Segment Open
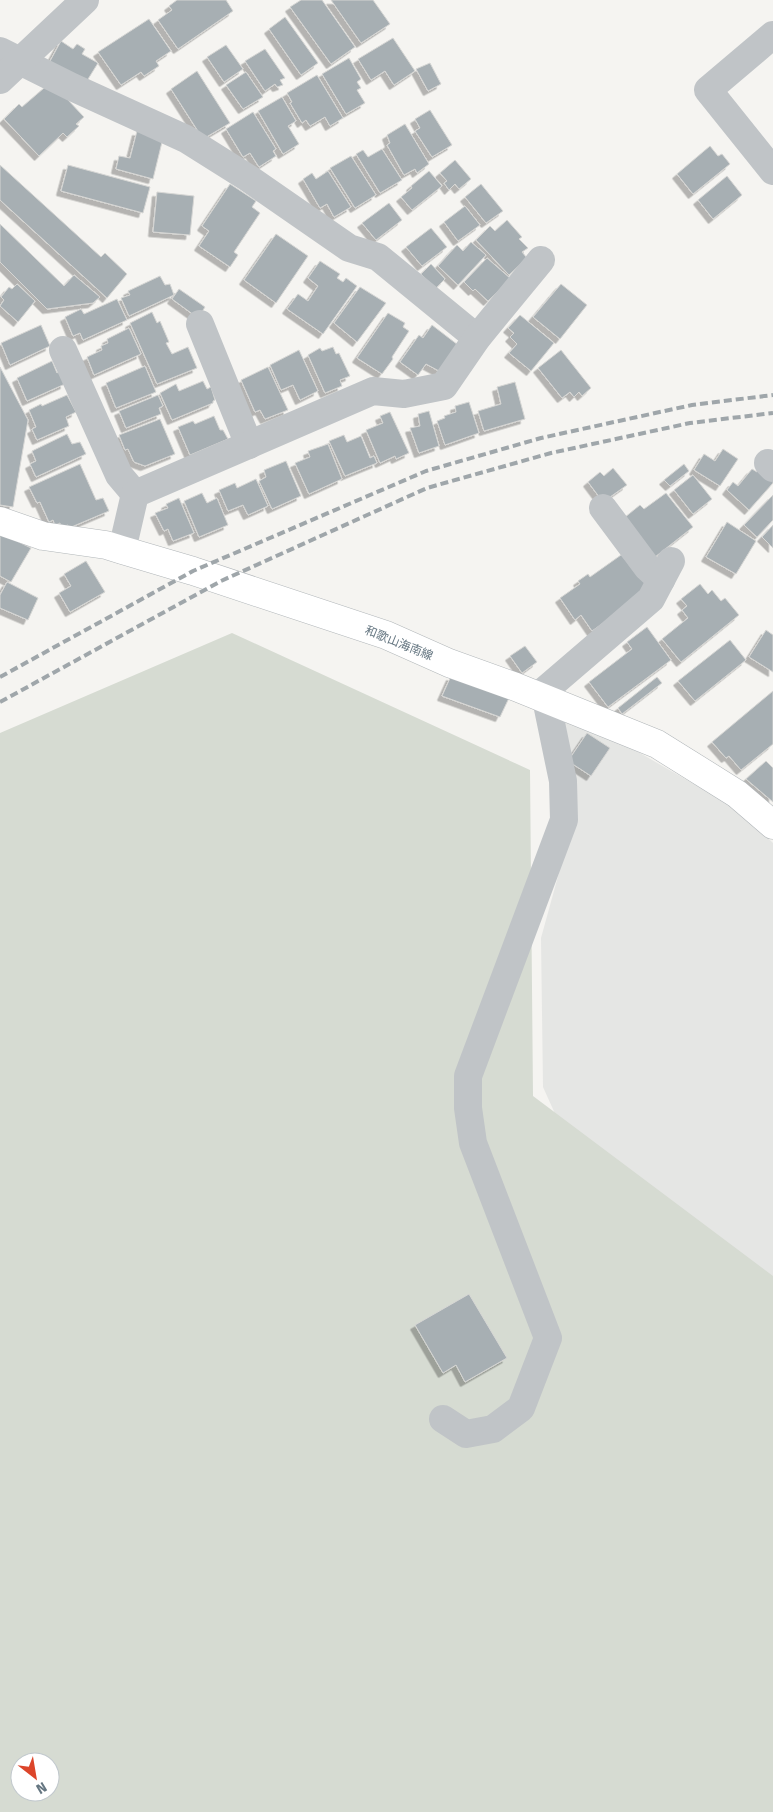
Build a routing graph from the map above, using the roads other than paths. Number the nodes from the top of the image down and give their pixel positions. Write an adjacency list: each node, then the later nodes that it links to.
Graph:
1 (85, 0): 3 (street)
2 (773, 35): 5 (street)
3 (10, 56): 4 (street); 8 (street)
4 (0, 80)
5 (773, 171)
6 (541, 260): 8 (street)
7 (200, 324): 10 (street)
8 (476, 338): 10 (street)
9 (63, 350): 11 (street)
10 (249, 445): 11 (street)
11 (135, 494): 14 (street)
12 (603, 508): 15 (street)
13 (0, 521): 14 (main road, 和歌山海南線)
14 (122, 550): 15 (main road, 和歌山海南線)
15 (542, 698): 16 (main road, 和歌山海南線); 17 (street)
16 (773, 825)
17 (443, 1419)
Segment Closed
Task details. Repeat all the material exactly, but keep pictures out of the copy.

Reply.
Build a routing graph from the map above, using the roads other than paths. Number the nodes from the top of the image down and give their pixel positions. Write an adjacency list: each node, then the later nodes that it links to.
Graph:
1 (85, 0): 3 (street)
2 (773, 35): 5 (street)
3 (10, 56): 4 (street); 8 (street)
4 (0, 80)
5 (773, 171)
6 (541, 260): 8 (street)
7 (200, 324): 10 (street)
8 (476, 338): 10 (street)
9 (63, 350): 11 (street)
10 (249, 445): 11 (street)
11 (135, 494): 14 (street)
12 (603, 508): 15 (street)
13 (0, 521): 14 (main road, 和歌山海南線)
14 (122, 550): 15 (main road, 和歌山海南線)
15 (542, 698): 16 (main road, 和歌山海南線); 17 (street)
16 (773, 825)
17 (443, 1419)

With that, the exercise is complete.